The Divine Farce
- Author: Michael Graziano
- Genre: Horror, surreal
- Publisher: Leapfrog Press
- Publication date: 2009
- Pages: 125
- ISBN: 978-1-935248-04-0

= The Divine Farce =

2009 novella by Michael Graziano

The Divine Farce is a 2009 horror novella by Michael Graziano about a man navigating an ambiguous afterlife. The narrator, referred to only by Sage, shares a cramped cell with a man and a woman named Rose and Henry. As their world continues to expand, so does Sage's perspective on their shared universe.

== Synopsis ==
Sage, the male narrator, is trapped in an enclosure with two others whom he names Rose and Henry. They live off of a nectar that secretes through the ceiling.

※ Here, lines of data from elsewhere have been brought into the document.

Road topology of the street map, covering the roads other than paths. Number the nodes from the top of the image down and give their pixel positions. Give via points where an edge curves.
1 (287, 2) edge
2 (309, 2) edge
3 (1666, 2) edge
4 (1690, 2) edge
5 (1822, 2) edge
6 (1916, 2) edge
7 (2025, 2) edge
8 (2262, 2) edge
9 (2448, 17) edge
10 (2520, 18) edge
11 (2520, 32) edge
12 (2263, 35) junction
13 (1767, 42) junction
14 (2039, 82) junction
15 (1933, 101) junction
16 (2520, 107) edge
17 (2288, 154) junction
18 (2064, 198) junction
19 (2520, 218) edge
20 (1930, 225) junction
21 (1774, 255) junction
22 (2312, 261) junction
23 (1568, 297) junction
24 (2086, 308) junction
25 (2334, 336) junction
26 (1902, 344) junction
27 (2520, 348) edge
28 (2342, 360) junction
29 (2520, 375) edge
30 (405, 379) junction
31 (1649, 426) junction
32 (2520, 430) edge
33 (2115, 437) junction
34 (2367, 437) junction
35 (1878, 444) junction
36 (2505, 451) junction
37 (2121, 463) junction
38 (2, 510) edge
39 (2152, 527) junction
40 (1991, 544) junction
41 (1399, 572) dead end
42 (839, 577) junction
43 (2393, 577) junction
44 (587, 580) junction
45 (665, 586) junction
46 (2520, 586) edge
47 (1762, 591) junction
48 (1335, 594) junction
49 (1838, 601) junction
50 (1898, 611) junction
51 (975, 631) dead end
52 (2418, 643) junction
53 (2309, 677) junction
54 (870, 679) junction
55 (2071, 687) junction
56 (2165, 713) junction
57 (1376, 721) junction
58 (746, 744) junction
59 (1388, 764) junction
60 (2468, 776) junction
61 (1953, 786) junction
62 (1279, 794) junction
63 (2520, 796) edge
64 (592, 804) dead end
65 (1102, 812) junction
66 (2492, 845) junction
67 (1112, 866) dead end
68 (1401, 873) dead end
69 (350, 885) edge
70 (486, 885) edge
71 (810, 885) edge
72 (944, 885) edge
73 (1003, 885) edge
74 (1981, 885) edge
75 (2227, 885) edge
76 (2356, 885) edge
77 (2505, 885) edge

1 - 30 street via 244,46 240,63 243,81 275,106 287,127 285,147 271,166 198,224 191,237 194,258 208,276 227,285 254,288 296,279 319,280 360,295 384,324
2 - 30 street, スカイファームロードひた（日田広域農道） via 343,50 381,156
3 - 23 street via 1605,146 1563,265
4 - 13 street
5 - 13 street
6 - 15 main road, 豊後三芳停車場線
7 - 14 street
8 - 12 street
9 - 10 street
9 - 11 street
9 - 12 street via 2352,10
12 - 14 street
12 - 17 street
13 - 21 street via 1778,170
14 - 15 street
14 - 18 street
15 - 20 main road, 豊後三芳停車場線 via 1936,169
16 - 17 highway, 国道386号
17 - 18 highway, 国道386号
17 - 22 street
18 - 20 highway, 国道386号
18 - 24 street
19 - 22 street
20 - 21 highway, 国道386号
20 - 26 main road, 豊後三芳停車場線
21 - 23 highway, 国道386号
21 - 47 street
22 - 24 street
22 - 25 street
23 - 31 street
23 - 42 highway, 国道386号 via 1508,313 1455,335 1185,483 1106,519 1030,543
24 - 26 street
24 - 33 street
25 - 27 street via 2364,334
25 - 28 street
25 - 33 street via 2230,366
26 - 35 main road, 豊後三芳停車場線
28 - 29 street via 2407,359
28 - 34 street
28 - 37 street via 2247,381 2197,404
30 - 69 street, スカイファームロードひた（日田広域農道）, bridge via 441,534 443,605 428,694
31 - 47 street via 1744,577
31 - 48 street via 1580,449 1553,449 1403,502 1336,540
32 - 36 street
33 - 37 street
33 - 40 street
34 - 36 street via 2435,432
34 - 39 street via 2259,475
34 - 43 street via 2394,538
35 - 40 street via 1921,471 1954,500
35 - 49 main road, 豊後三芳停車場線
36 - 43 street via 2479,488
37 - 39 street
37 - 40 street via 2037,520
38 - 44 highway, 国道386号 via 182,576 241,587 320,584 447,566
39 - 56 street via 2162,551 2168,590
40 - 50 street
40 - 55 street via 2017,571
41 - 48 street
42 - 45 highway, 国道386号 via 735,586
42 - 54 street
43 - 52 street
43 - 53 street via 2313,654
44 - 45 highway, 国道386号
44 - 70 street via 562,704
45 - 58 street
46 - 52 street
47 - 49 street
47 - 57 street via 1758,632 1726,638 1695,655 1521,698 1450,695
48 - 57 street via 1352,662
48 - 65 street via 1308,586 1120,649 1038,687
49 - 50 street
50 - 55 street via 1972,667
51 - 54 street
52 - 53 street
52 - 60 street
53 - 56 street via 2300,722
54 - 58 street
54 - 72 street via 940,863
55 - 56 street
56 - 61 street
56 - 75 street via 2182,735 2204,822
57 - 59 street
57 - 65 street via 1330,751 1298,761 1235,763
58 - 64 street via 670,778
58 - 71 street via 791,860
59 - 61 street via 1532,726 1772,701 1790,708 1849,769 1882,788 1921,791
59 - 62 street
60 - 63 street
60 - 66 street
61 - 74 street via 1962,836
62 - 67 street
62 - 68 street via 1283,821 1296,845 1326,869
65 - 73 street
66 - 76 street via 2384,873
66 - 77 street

One day, after a long time of scraping at the wall, Sage is able to break the three of them out and into a new world. The new cave-like place is filled with humans, and Sage is unfortunately separated from his friends in the crowd. Sage carries on living, fighting others for the limited biscuits or clean water and looking for Rose and Henry. After noticing a bat fly out through a hole in the ceiling, Sage decides to build a rope out of human hair in order to escape as well. After he finishes his long rope, he climbs out through the ceiling and finds an empty world with no competition for food or drink, but no other humans either. He never gives up his mission to find Rose and Henry.

== Reception ==
Writing for The Barnstable Patriot, Michael Lee praises The Divine Farce, citing Graziano's ability to move the story along despite its short length. Lee also compliments the main character Sage's undying optimism, saying "what is so remarkable about this slim novel is the scope of optimism that separates us from the other living creatures of the planet."